18 Dec European Healthy Stadia Network: Year in Review 2019
With the festive period fast approaching we thought we’d put together an overview of our work in 2019. This year we’ve supported UEFA with EURO 2020 preparations, raised awareness of Adverse Childhood Experiences (ACEs) with sports stakeholders and ramped up our advocacy work around sponsorship of sport.
Over a decade has passed since the birth of the Healthy Stadia movement, evolving from the EU-funded ‘Sports Stadia and Community Health’ project into a fully-fledged social enterprise. Healthy Stadia now supports national governing bodies of sport, league operators, clubs and their stadia to develop health-promoting practices and policies all over Europe.
Our work tackling lifestyle risk factors through policy initiatives and community-level interventions continues to grow but the Healthy Stadia concept continues to change and adapt. In 2019, we’re looked in detail at how sport is funded, how commercial organisations may be exploiting sport to the detriment of fan health and what we can do to reverse these trends.
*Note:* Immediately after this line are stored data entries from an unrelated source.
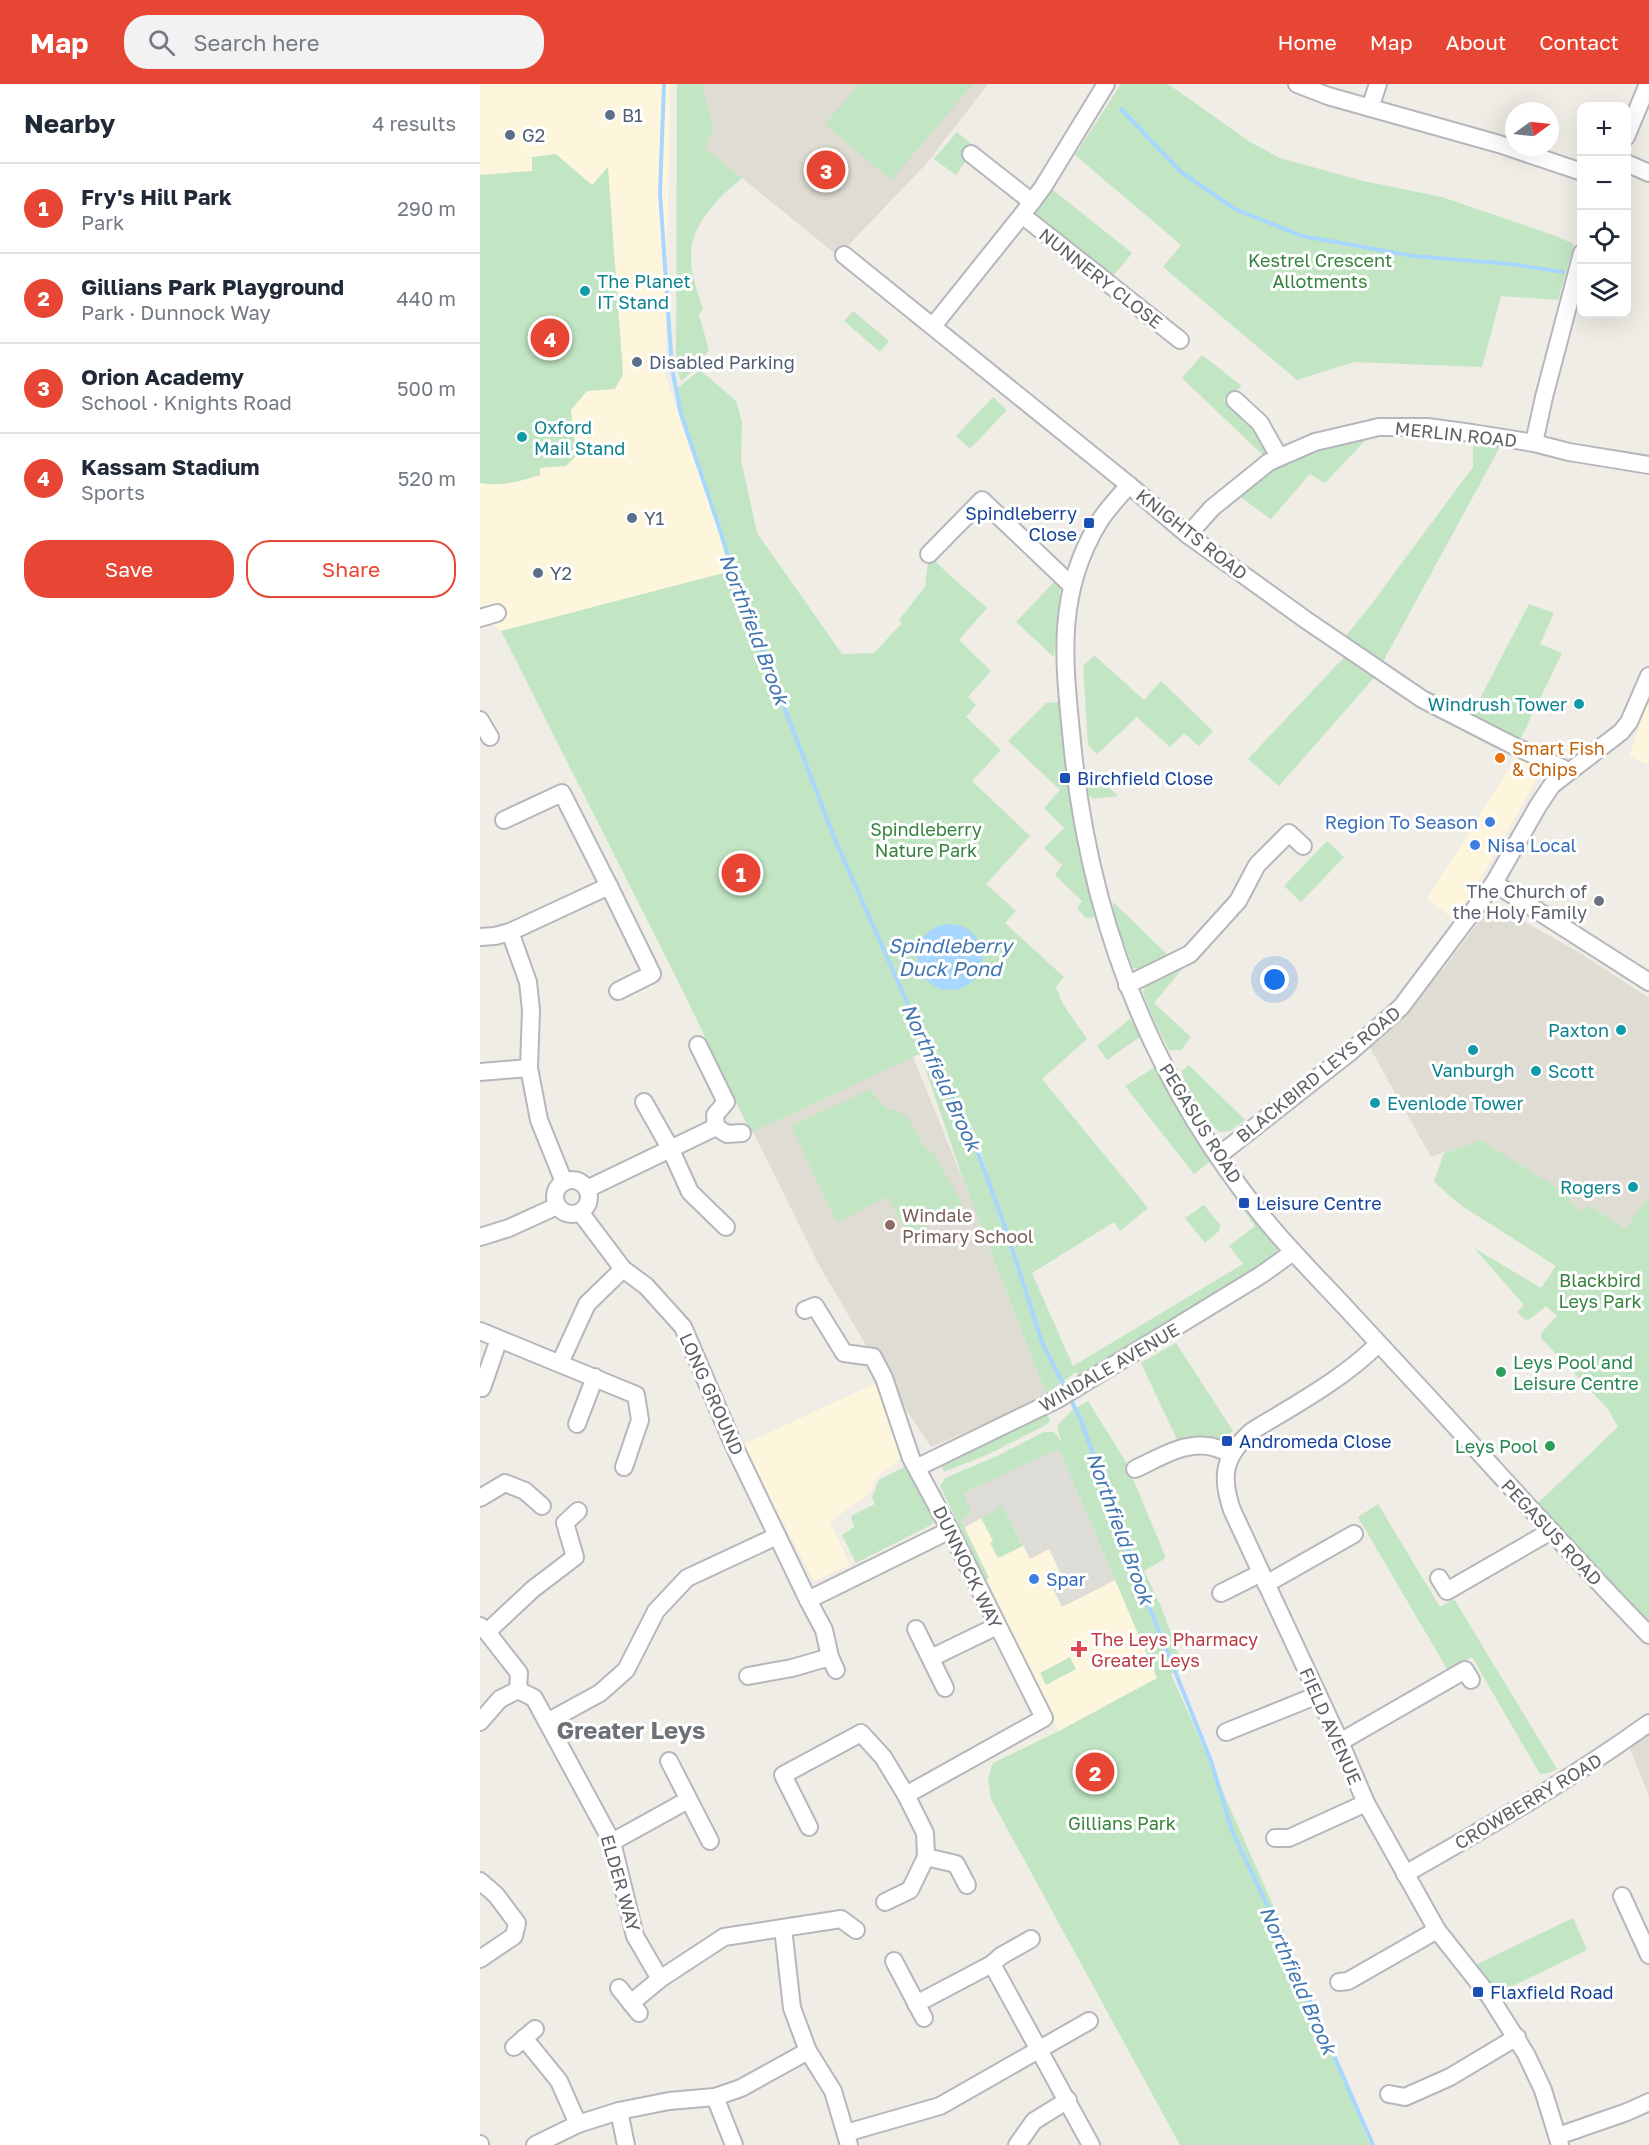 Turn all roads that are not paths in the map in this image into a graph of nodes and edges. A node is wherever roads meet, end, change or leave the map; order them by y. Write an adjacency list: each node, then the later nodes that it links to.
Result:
1 (1106, 84): 11 (street)
2 (1297, 84): 5 (street)
3 (1378, 84): 5 (street)
4 (1648, 84): 6 (street)
5 (1370, 108): 9 (street)
6 (1631, 125)
7 (971, 154): 11 (street, NUNNERY CLOSE)
8 (1631, 165): 10 (street)
9 (1577, 171)
10 (1649, 173)
11 (1027, 209): 14 (street); 15 (street, NUNNERY CLOSE)
12 (844, 255): 14 (street, KNIGHTS ROAD)
13 (1578, 264): 17 (street)
14 (933, 326): 20 (street, KNIGHTS ROAD)
15 (1180, 340)
16 (1235, 400): 18 (street)
17 (1534, 443): 18 (street, MERLIN ROAD); 19 (street, MERLIN ROAD)
18 (1279, 457): 21 (street, MERLIN ROAD)
19 (1649, 465)
20 (1129, 485): 21 (street, KNIGHTS ROAD); 23 (street, PEGASUS ROAD)
21 (1188, 535): 30 (street, KNIGHTS ROAD)
22 (929, 554): 23 (street)
23 (1071, 585): 38 (street, PEGASUS ROAD)
24 (497, 613): 25 (street)
25 (480, 618)
26 (1649, 676): 27 (street, BLACKBIRD LEYS ROAD)
27 (1646, 697): 30 (street, BLACKBIRD LEYS ROAD)
28 (480, 720): 29 (street)
29 (490, 737)
30 (1569, 771): 33 (street, BLACKBIRD LEYS ROAD)
31 (504, 820): 34 (street)
32 (1303, 846): 38 (street)
33 (1494, 883): 37 (street); 47 (street, BLACKBIRD LEYS ROAD)
34 (609, 886): 35 (street); 39 (street)
35 (510, 932): 36 (street); 41 (street)
36 (480, 937)
37 (1649, 982)
38 (1127, 985): 47 (street, PEGASUS ROAD)
39 (618, 991)
40 (698, 1045): 44 (street)
41 (529, 1068): 42 (street); 48 (street)
42 (480, 1072)
43 (644, 1101): 46 (street)
44 (716, 1127): 45 (street); 46 (street)
45 (742, 1133)
46 (670, 1148): 49 (street); 52 (street)
47 (1218, 1156): 54 (street, PEGASUS ROAD)
48 (564, 1182): 49 (street); 50 (street)
49 (587, 1189): 51 (street)
50 (557, 1206): 51 (street); 53 (street)
51 (580, 1212): 55 (street, LONG GROUND)
52 (726, 1227)
53 (480, 1237)
54 (1293, 1252): 59 (street, PEGASUS ROAD); 66 (street, WINDALE AVENUE)
55 (623, 1269): 60 (street); 74 (street, LONG GROUND)
56 (805, 1310): 66 (street, DUNNOCK WAY)
57 (480, 1331): 58 (street)
58 (499, 1339): 60 (street); 62 (street)
59 (1378, 1344): 64 (street, FIELD AVENUE); 72 (street, PEGASUS ROAD)
60 (560, 1363): 61 (street)
61 (596, 1377): 63 (street); 65 (street)
62 (482, 1388)
63 (577, 1424)
64 (1232, 1454): 67 (street); 76 (street, FIELD AVENUE)
65 (624, 1467)
66 (918, 1467): 71 (street, DUNNOCK WAY)
67 (1135, 1469)
68 (480, 1498): 69 (street)
69 (542, 1506)
70 (578, 1511): 80 (street)
71 (950, 1530): 78 (street); 79 (street, DUNNOCK WAY)
72 (1551, 1532): 75 (street); 82 (street, PEGASUS ROAD)
73 (1354, 1534): 76 (street)
74 (777, 1536): 78 (street, LONG GROUND); 90 (street)
75 (1439, 1578)
76 (1263, 1579): 77 (street); 88 (street, FIELD AVENUE)
77 (1221, 1593)
78 (808, 1600): 84 (street, LONG GROUND)
79 (997, 1626): 83 (street); 95 (street, DUNNOCK WAY)
80 (484, 1629): 87 (street)
81 (916, 1629): 83 (street)
82 (1649, 1635)
83 (931, 1658): 86 (street)
84 (748, 1676)
85 (1471, 1680): 93 (street)
86 (945, 1688)
87 (518, 1690): 89 (street); 90 (street, ELDER WAY)
88 (1318, 1695): 92 (street); 93 (street, FIELD AVENUE)
89 (480, 1722)
90 (547, 1722): 101 (street, ELDER WAY)
91 (1649, 1723): 103 (street, CROWBERRY ROAD)
92 (1226, 1732)
93 (1340, 1742): 97 (street, FIELD AVENUE)
94 (669, 1761): 96 (street)
95 (906, 1794): 98 (street); 102 (street)
96 (688, 1800): 100 (street); 101 (street)
97 (1366, 1803): 99 (street); 103 (street, FIELD AVENUE)
98 (809, 1827)
99 (1275, 1838)
100 (710, 1841)
101 (612, 1842): 116 (street, ELDER WAY)
102 (926, 1857): 105 (street); 107 (street)
103 (1405, 1874): 110 (street, FIELD AVENUE)
104 (480, 1881): 113 (street)
105 (968, 1885)
106 (1622, 1896): 112 (street)
107 (885, 1902)
108 (783, 1929): 109 (street); 116 (street); 122 (street)
109 (856, 1930)
110 (1437, 1930): 117 (street); 120 (street, FIELD AVENUE)
111 (1030, 1940): 115 (street)
112 (1649, 1955)
113 (480, 1959)
114 (894, 1961): 115 (street)
115 (992, 1964): 123 (street)
116 (660, 1979): 118 (street)
117 (1339, 1982)
118 (619, 1988)
119 (1089, 2021): 123 (street)
120 (1517, 2037): 124 (street); 131 (street, FIELD AVENUE)
121 (524, 2038): 129 (street)
122 (808, 2051): 125 (street); 130 (street)
123 (1039, 2051): 126 (street); 130 (street)
124 (1389, 2094)
125 (715, 2097): 128 (street); 134 (street)
126 (1068, 2100): 135 (street); 136 (street)
127 (1649, 2102): 131 (street)
128 (619, 2111): 129 (street); 133 (street)
129 (578, 2124): 132 (street)
130 (848, 2139)
131 (1559, 2140)
132 (535, 2145)
133 (626, 2145)
134 (734, 2145)
135 (1017, 2145)
136 (1091, 2145)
We’ve also begun to look at the impact of childhood trauma, how adverse experiences in childhood manifest and how participation in sport can help build resilience and provide psycho-social support. And, increasingly, our work is beginning to cross-over with the environmental and sustainability agenda as single-use plastics, usually containing junk food, continue to be used by stadia and private vehicle use looks increasingly unsuitable to travel to sports fixtures from a congestion, air pollution and physical activity perspective.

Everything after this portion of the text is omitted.